Today, there’s often a gap of weeks to months between when the insights are gleaned–often in Hadoop or an MPP warehouse such as GreenPlum–and when those insights are pushed out toward the front-line applications that customers interact with. “Closing that loop between getting insights and operationalizing those to actually build more intelligent applications is really what Pivotal is all about,” Menon says.
Today, Pivotal unveiled a major release of GemFire, which is essentially a distributed, in-memory key-value store that supports documents and objects. With GemFire version 8, Pivotal made three main enhancements around scalability, reliability, and programmability.
On the scalability front, support for the Snappy compression algorithm will shrink data sizes in GemFire by 50 to 70 percent, depending on the data type, Menon says. “It actually makes the system a lot more maintainable, a lot more manageable,” he says. “You can now run a bigger data farm with a fewer set of nodes. It makes it easy to manage, monitoring, provision, plan etc.”
GemFire, which has been in development for more than 10 years and has more than 1,000 customers around the world, has already seen some big deployments. Several customers support 400- to 500-node clusters that are geographically distributed. As an in-memory system, the total amount of data may not exceed 30 TB, but that is sufficient to quality for “big data” in a transactional setting, Menon syas.
As transaction-oriented database, GemFire is already known for providing a high degree of reliability and data integrity. With version 8, Pivotal is shrinking the amount of downtime you can expect during planned upgrades and maintenance, as well as minimizing unplanned downtime through new “self-healing” capabilities.
“If a switch were to go down,” Menon says, “there would be no need for anybody to manually intervene. GemFire would recognize this…The process would go to a quiet mode, and when it came back up, it would recover from the other nodes the data changes that had happened and would start functionality at full capacity.”
On the programmability front, Pivotal is exposing a REST API for GemFire, making it easier for developers to incorporate the database into their applications. It’s also offering supporting Ruby and Python as programming languages, and supporting the data type JSON, which will enable GemFire to be the backend supporting a new class of modern, Web-based applications.
As a component of Pivotal’s Big Data Suite, GemFire is counted on to capitalize on the insights delivered by other components, whether it’s the GreenPlum data warehouse, the HAWQ interactive SQL layer, or a MapReduce job running on Pivotal HD, its Hadoop distribution. The enhancements in version 8 will allow customers to do more with big data.

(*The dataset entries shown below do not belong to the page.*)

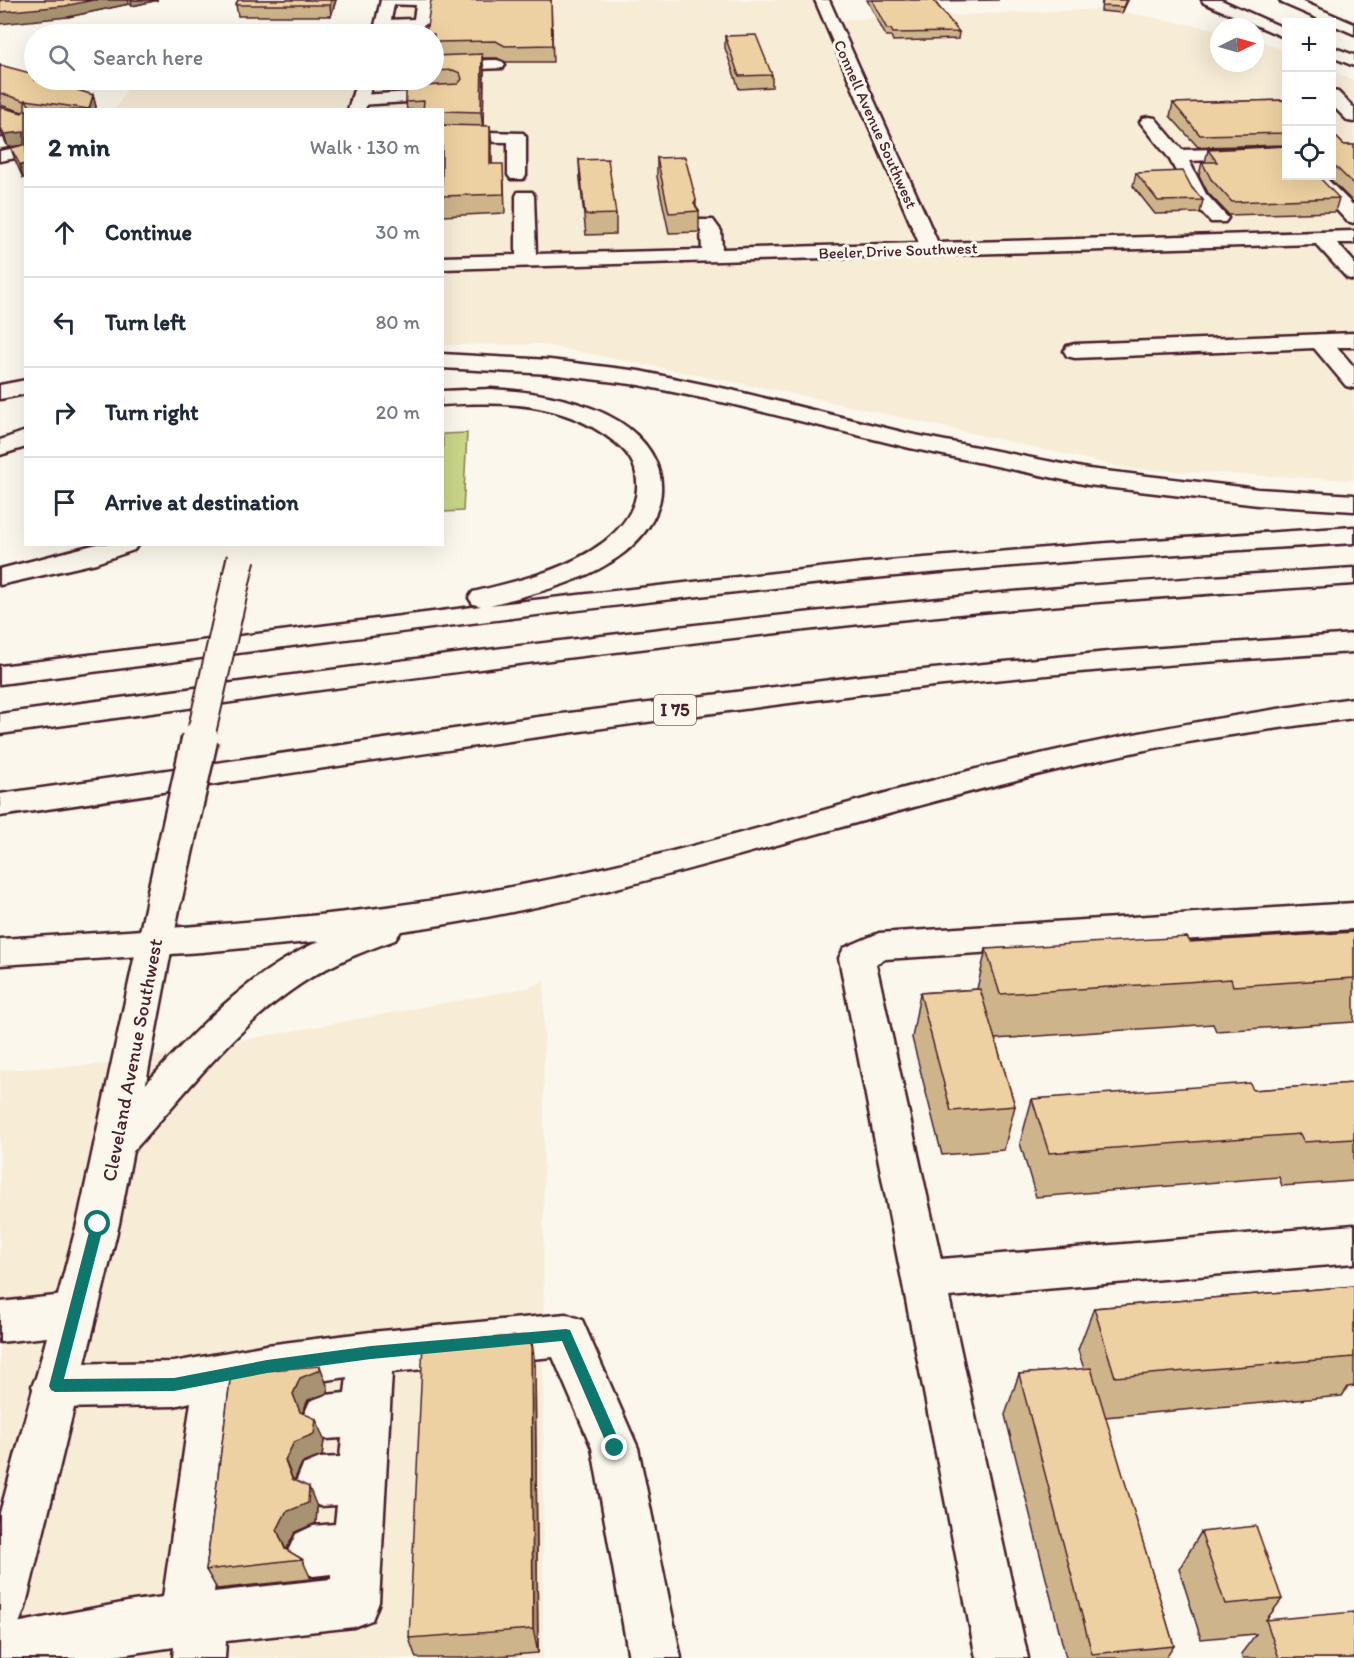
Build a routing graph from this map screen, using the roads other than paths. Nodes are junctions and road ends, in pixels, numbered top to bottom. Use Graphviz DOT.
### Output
graph roads {
  1 [pos="822,0"];
  2 [pos="1209,0"];
  3 [pos="1235,0"];
  4 [pos="1287,0"];
  5 [pos="388,1"];
  6 [pos="1282,21"];
  7 [pos="384,24"];
  8 [pos="415,24"];
  9 [pos="1354,29"];
  10 [pos="1282,32"];
  11 [pos="1336,45"];
  12 [pos="1354,52"];
  13 [pos="1336,54"];
  14 [pos="1354,61"];
  15 [pos="497,65"];
  16 [pos="444,66"];
  17 [pos="362,90"];
  18 [pos="405,90"];
  19 [pos="454,95"];
  20 [pos="1336,100"];
  21 [pos="400,103"];
  22 [pos="357,106"];
  23 [pos="1354,117"];
  24 [pos="1149,122"];
  25 [pos="444,136"];
  26 [pos="24,151"];
  27 [pos="1282,152"];
  28 [pos="0,156"];
  29 [pos="1177,156"];
  30 [pos="517,175"];
  31 [pos="1318,180"];
  32 [pos="525,196"];
  33 [pos="1354,217"];
  34 [pos="1218,218"];
  35 [pos="706,224"];
  36 [pos="1354,237"];
  37 [pos="1321,238"];
  38 [pos="932,249"];
  39 [pos="712,255"];
  40 [pos="1346,256"];
  41 [pos="444,263"];
  42 [pos="530,263"];
  43 [pos="1354,274"];
  44 [pos="1354,340"];
  45 [pos="1320,341"];
  46 [pos="1075,351"];
  47 [pos="444,361"];
  48 [pos="1354,381"];
  49 [pos="24,387"];
  50 [pos="0,392"];
  51 [pos="444,398"];
  52 [pos="24,439"];
  53 [pos="0,447"];
  54 [pos="1354,502"];
  55 [pos="1354,535"];
  56 [pos="119,546"];
  57 [pos="242,551"];
  58 [pos="1354,576"];
  59 [pos="0,577"];
  60 [pos="362,630"];
  61 [pos="1354,643"];
  62 [pos="0,675"];
  63 [pos="1354,708"];
  64 [pos="0,724"];
  65 [pos="0,805"];
  66 [pos="428,916"];
  67 [pos="1354,916"];
  68 [pos="155,942"];
  69 [pos="0,952"];
  70 [pos="116,1143"];
  71 [pos="1354,1244"];
  72 [pos="923,1280"];
  73 [pos="74,1314"];
  74 [pos="0,1322"];
  75 [pos="371,1353"];
  76 [pos="217,1376"];
  77 [pos="55,1386"];
  78 [pos="0,1608"];
  79 [pos="196,1632"];
  80 [pos="0,1652"];
  81 [pos="655,1658"];
  82 [pos="1002,1658"];
  1 -- 38 [label="main road, Connell Avenue Southwest"];
  2 -- 10 [label="main road"];
  3 -- 6 [label="main road"];
  4 -- 9 [label="main road"];
  5 -- 7 [label="main road"];
  5 -- 8 [label="main road"];
  11 -- 12 [label="main road"];
  13 -- 14 [label="main road"];
  15 -- 16 [label="main road"];
  17 -- 22 [label="main road"];
  18 -- 21 [label="main road"];
  19 -- 21 [label="main road"];
  20 -- 23 [label="main road"];
  21 -- 22 [label="main road"];
  24 -- 29 [label="main road"];
  25 -- 30 [label="main road"];
  26 -- 28 [label="main road"];
  27 -- 29 [label="main road"];
  29 -- 34 [label="main road"];
  31 -- 33 [label="main road"];
  32 -- 42 [label="main road"];
  35 -- 39 [label="main road"];
  36 -- 37 [label="main road, Beeler Drive Southwest"];
  37 -- 38 [label="main road, Beeler Drive Southwest"];
  37 -- 40 [label="main road"];
  38 -- 39 [label="main road, Beeler Drive Southwest"];
  39 -- 42 [label="main road, Beeler Drive Southwest"];
  40 -- 43 [label="main road"];
  41 -- 42 [label="main road, Beeler Drive Southwest"];
  44 -- 45 [label="main road"];
  45 -- 46 [label="main road"];
  45 -- 48 [label="main road"];
  47 -- 54 [label="main road"];
  49 -- 50 [label="main road"];
  51 -- 60 [label="main road"];
  52 -- 53 [label="main road"];
  55 -- 60 [label="main road"];
  56 -- 59 [label="main road"];
  57 -- 68 [label="main road, Cleveland Avenue Southwest, bridge"];
  58 -- 64 [label="main road"];
  60 -- 62 [label="main road"];
  61 -- 65 [label="main road, I 75"];
  63 -- 66 [label="main road"];
  66 -- 68 [label="main road"];
  66 -- 70 [label="main road"];
  67 -- 72 [label="main road"];
  68 -- 69 [label="main road"];
  68 -- 70 [label="main road, Cleveland Avenue Southwest"];
  70 -- 73 [label="main road, Cleveland Avenue Southwest"];
  71 -- 72 [label="main road"];
  72 -- 82 [label="main road"];
  73 -- 74 [label="main road"];
  73 -- 77 [label="main road, Cleveland Avenue Southwest"];
  75 -- 76 [label="main road"];
  75 -- 79 [label="main road"];
  75 -- 81 [label="main road"];
  76 -- 77 [label="main road"];
  76 -- 79 [label="main road"];
  77 -- 78 [label="main road, Cleveland Avenue Southwest"];
  79 -- 80 [label="main road"];
}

For example, a hedge fund could use GemFire to improve how it calculates risk across its entire portfolio. “These calculations used to be done at end of trading data. Then Wall Street started moving to intraday data management,” Menon says. “Now with something like this you can actually run and precompute and do your risk management not just intraday, but it will be done multiple times per day, which gives you a sustainable business advantage when you’re trying to hedge your position.”
While Pivotal’s pure-play competitors in the Hadoop, NoSQL, and MPP data warehouse spaces are busy building bridges to complete the virtuous cycle of big data development, Pivotal seems quite content to go it alone, at least from a technology point of view. That can be a gamble in the rapidly evolving big data space. But considering the backing that Pivotal has from industry giants EMC and General Electric, it might be a bet that pays off nicely.